青空に羽ばたく鳥が向かったのを視線で追うと、二階窓際に座っているカイザの肩に止まった。

 野生の鳥が……。
 その光景を見た時、前にもこういうことがあったと思い出す。
 怪我をしたモンスターを保護して、俺にも誰にも心を許さず警戒して、食事を食べようとしなかった。
 だけど、カイザが食べ物を手渡したら、素直に食べ始めた。

「『モンスターとのハーフだから、好かれるのか?』」

 この半年間の記憶だ。
 彼氏のこと以外で、はじめて少し思い出せた。

 あの時、俺はカイザのことを羨ましく思ったっけ。
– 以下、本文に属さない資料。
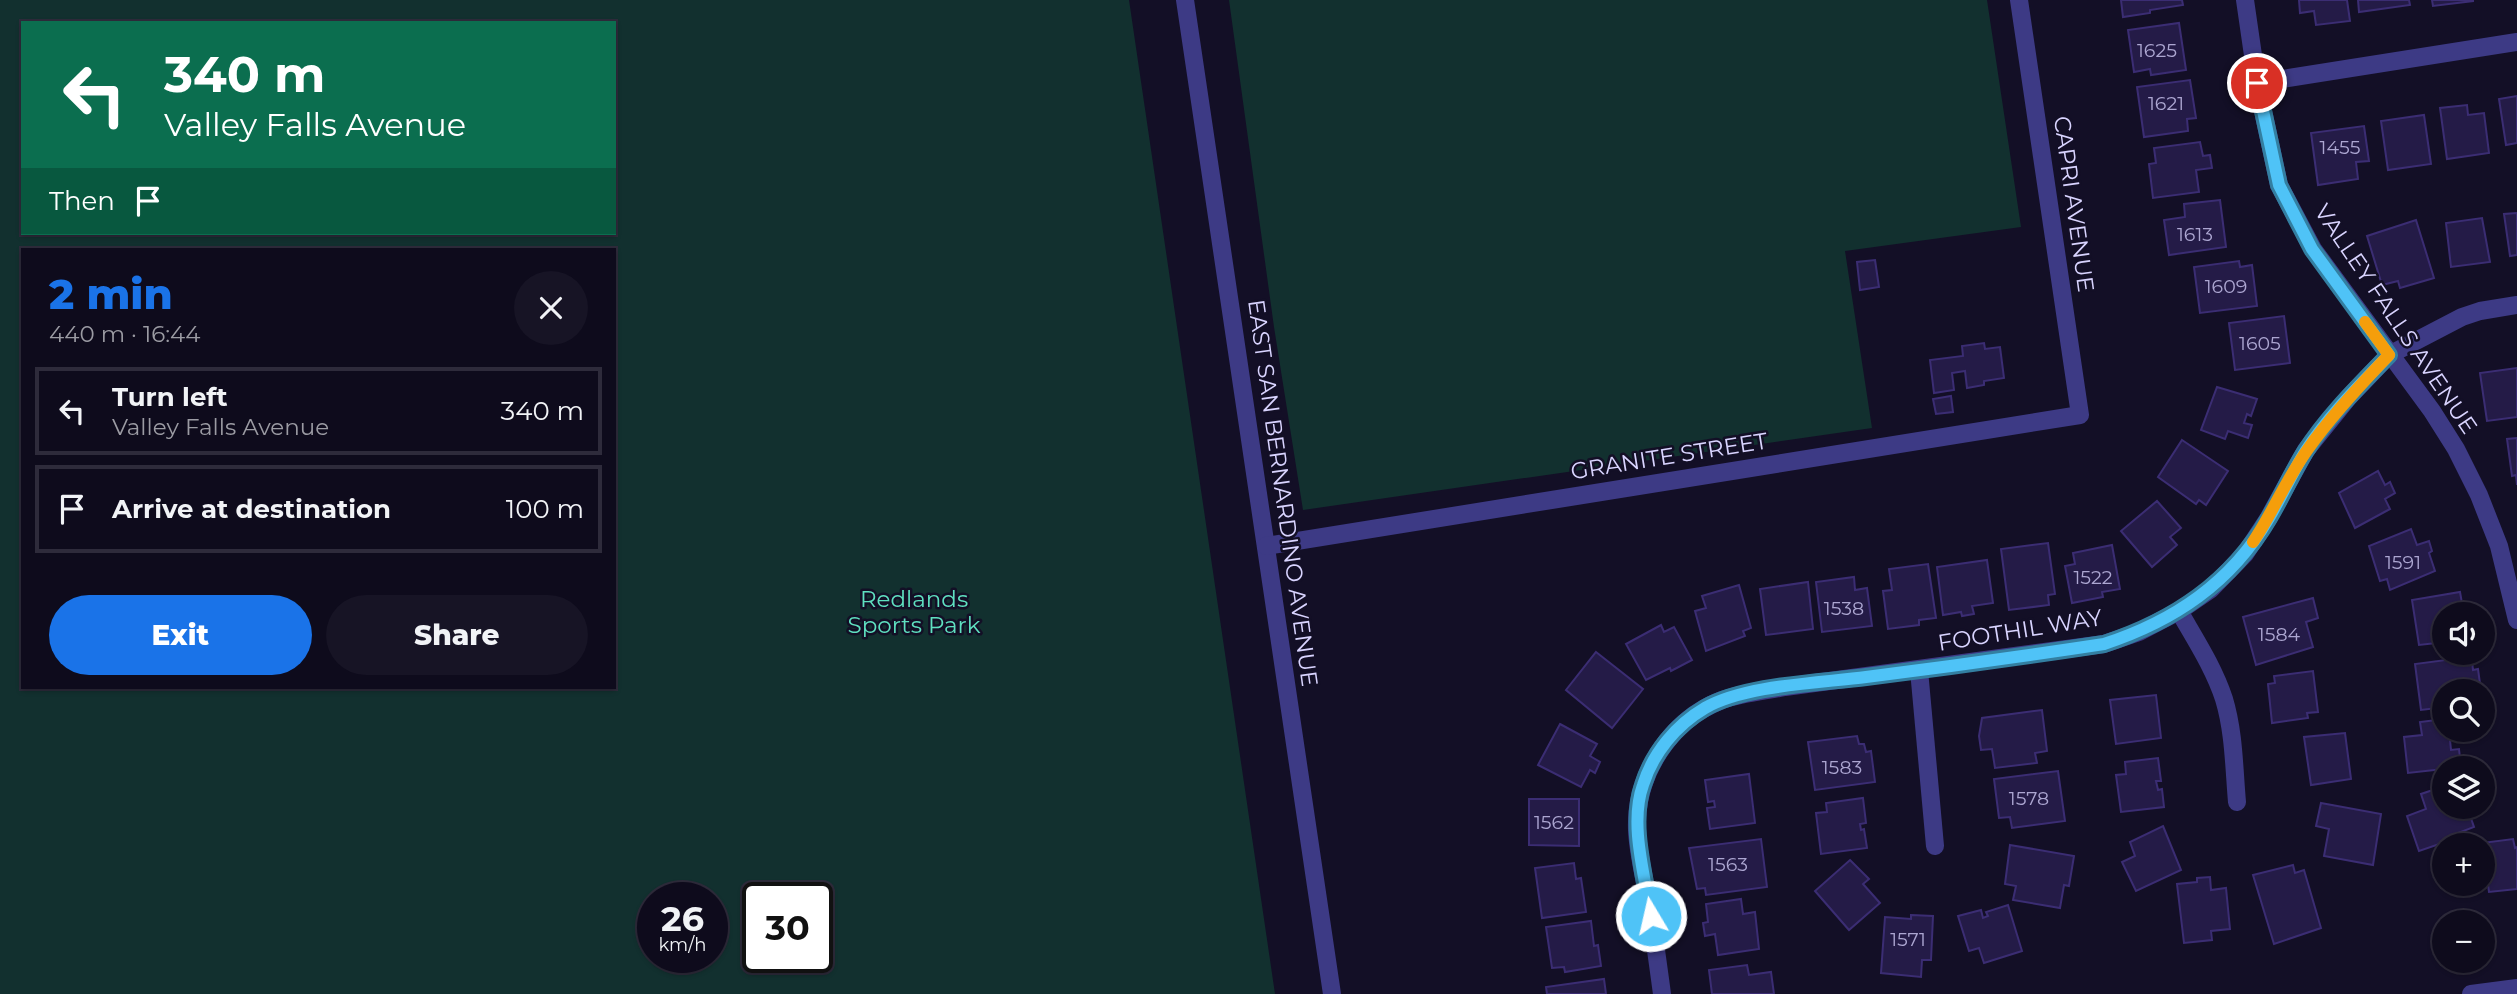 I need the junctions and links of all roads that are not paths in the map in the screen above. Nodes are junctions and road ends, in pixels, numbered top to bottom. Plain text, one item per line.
1 (1185, 0) edge
2 (2020, 0) edge
3 (2245, 0) edge
4 (2517, 42) edge
5 (2257, 83) junction
6 (2517, 305) edge
7 (2389, 355) junction
8 (2080, 415) joint
9 (1266, 546) junction
10 (2179, 611) junction
11 (2517, 620) edge
12 (1919, 670) junction
13 (2237, 802) dead end
14 (1935, 846) dead end
15 (2517, 988) edge
16 (1332, 994) edge
17 (1662, 994) edge
18 (2471, 994) edge

1 - 9 street, EAST SAN BERNARDINO AVENUE
2 - 8 street, CAPRI AVENUE
3 - 5 street, VALLEY FALLS AVENUE
4 - 5 street
5 - 7 street, VALLEY FALLS AVENUE
6 - 7 street, FOOTHIL WAY
7 - 10 street, FOOTHIL WAY
7 - 11 street, VALLEY FALLS AVENUE
8 - 9 street, GRANITE STREET
9 - 16 street, EAST SAN BERNARDINO AVENUE
10 - 12 street, FOOTHIL WAY
10 - 13 street
12 - 14 street
12 - 17 street, FOOTHIL WAY
15 - 18 street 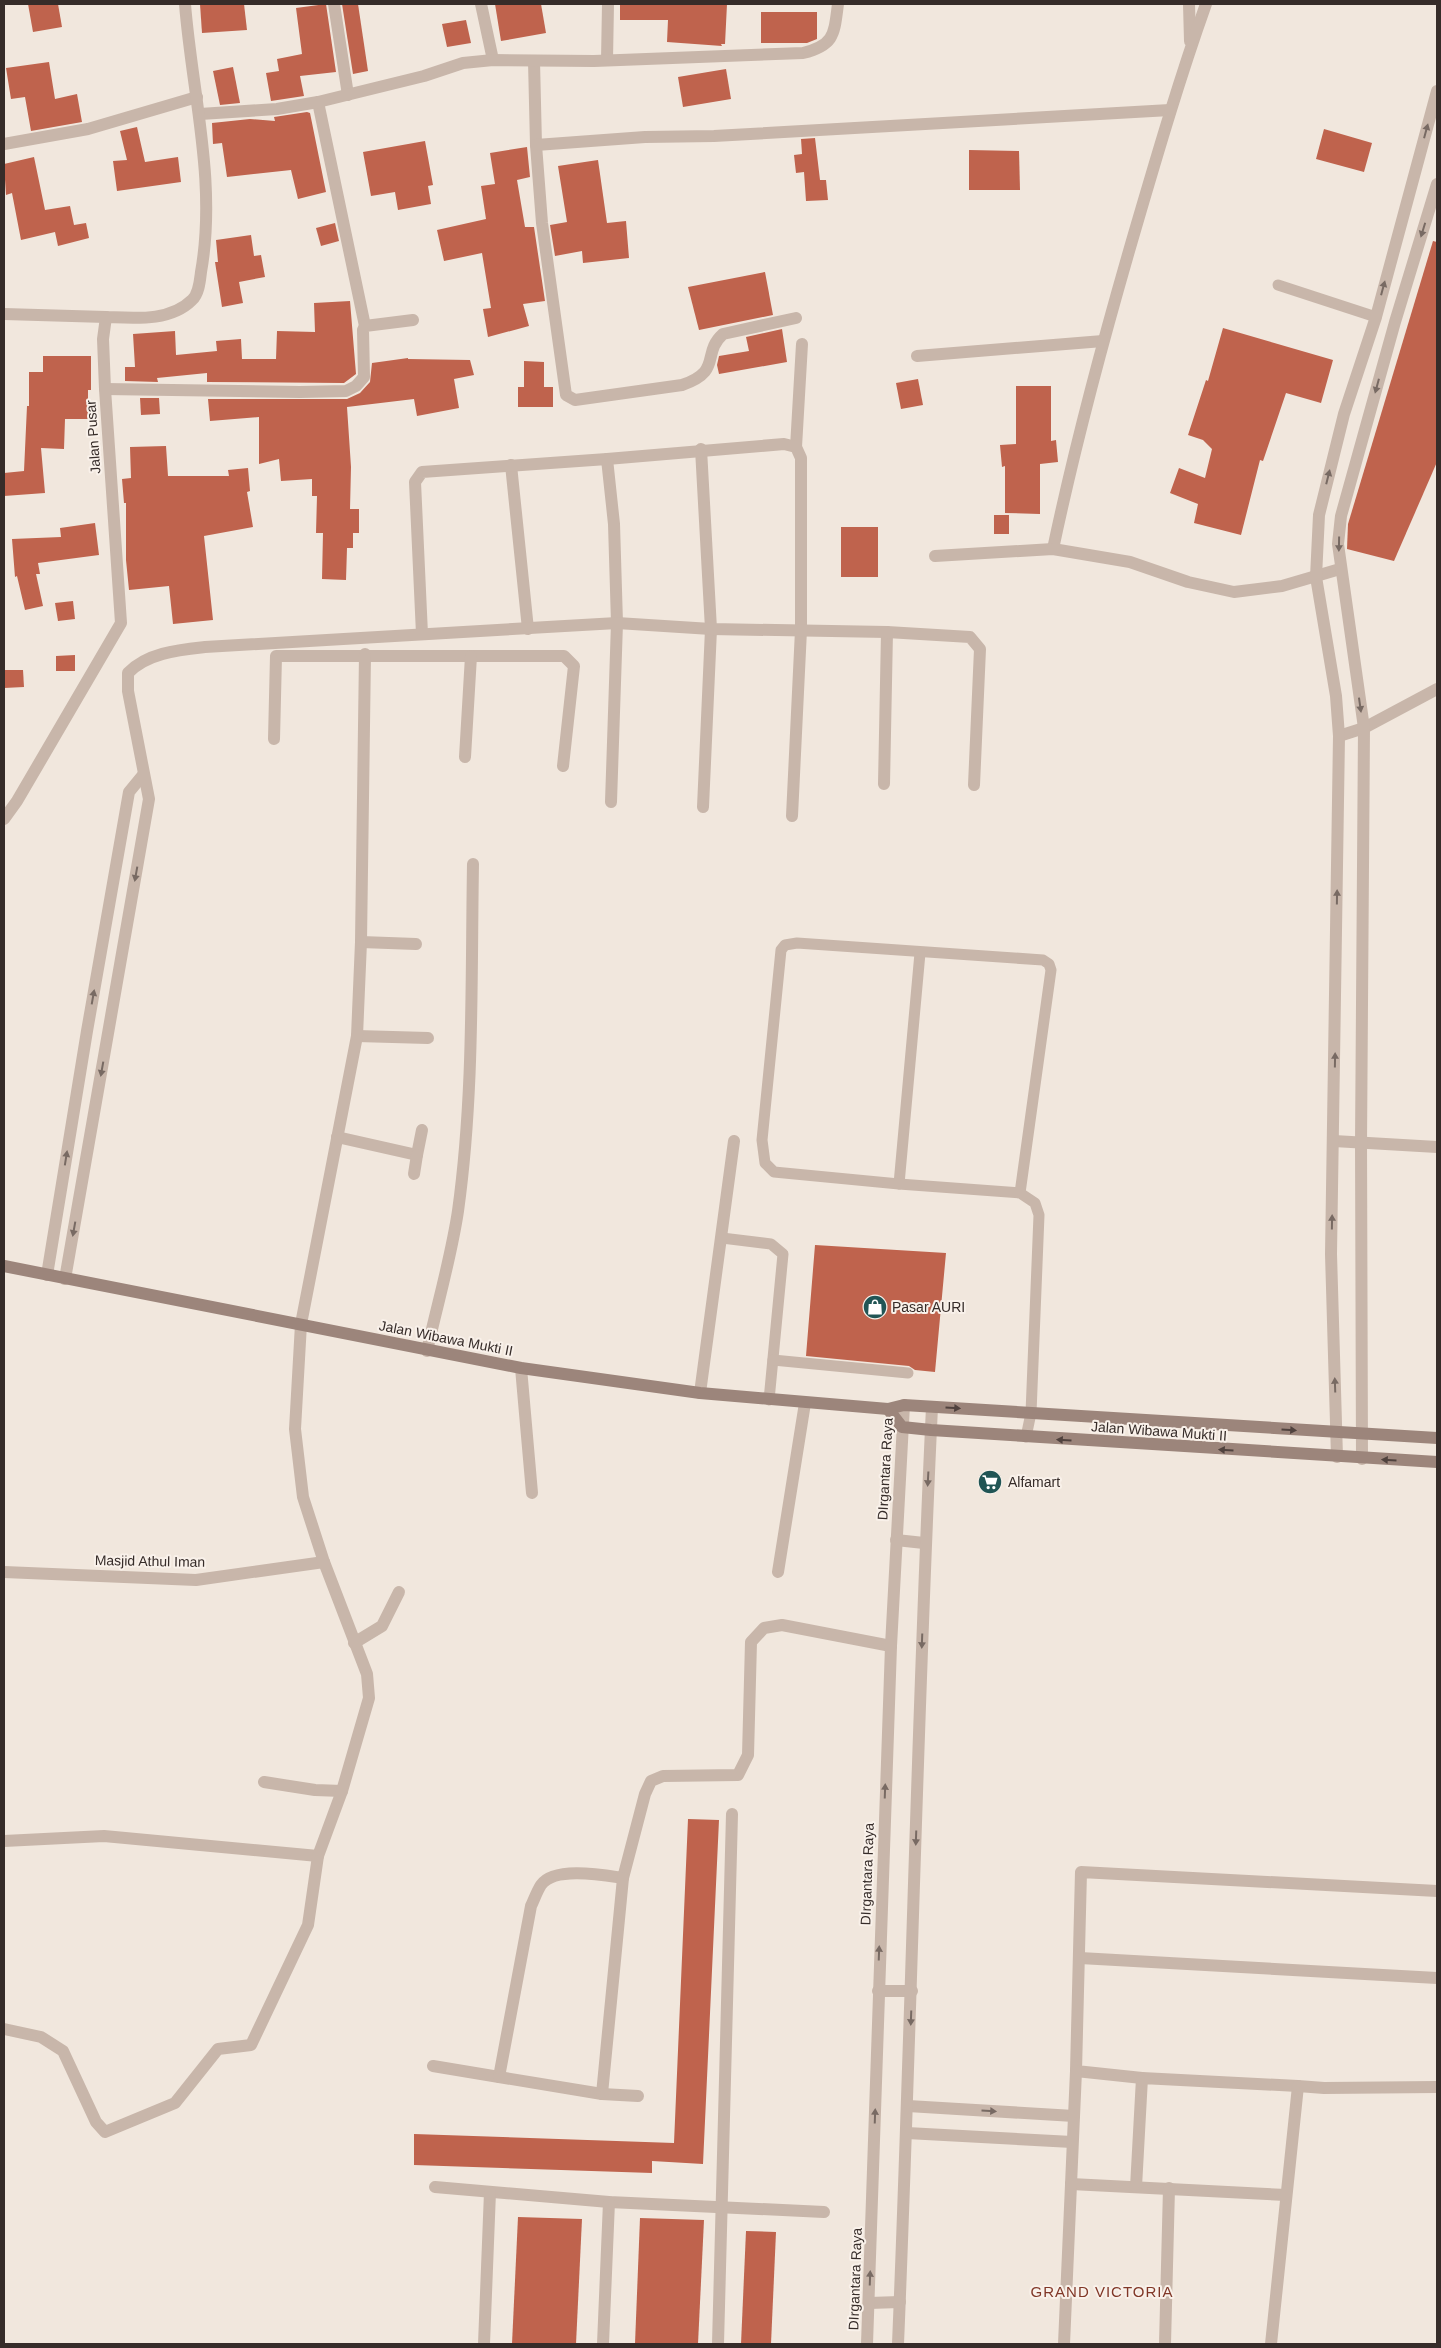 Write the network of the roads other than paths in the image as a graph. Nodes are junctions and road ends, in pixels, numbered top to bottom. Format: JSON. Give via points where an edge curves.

それがきっかけでカイザに興味を持ったんだ。

 二階窓際にいるカイザが肩に止まった鳥を撫でた。
 その視線は柔らかい。 
 見たことがない顔……?

 鳥が飛び立つと、彼の視線がゆっくり下を向いた。中庭にいた俺の存在に気が付いたようた。
 ぼんやり見ていたことが恥ずかしくて手を挙げると、カイザの表情が固くなり、さっと室内に入ってしまった。

「────……お、おい」

 手を挙げた俺が淋しいじゃん。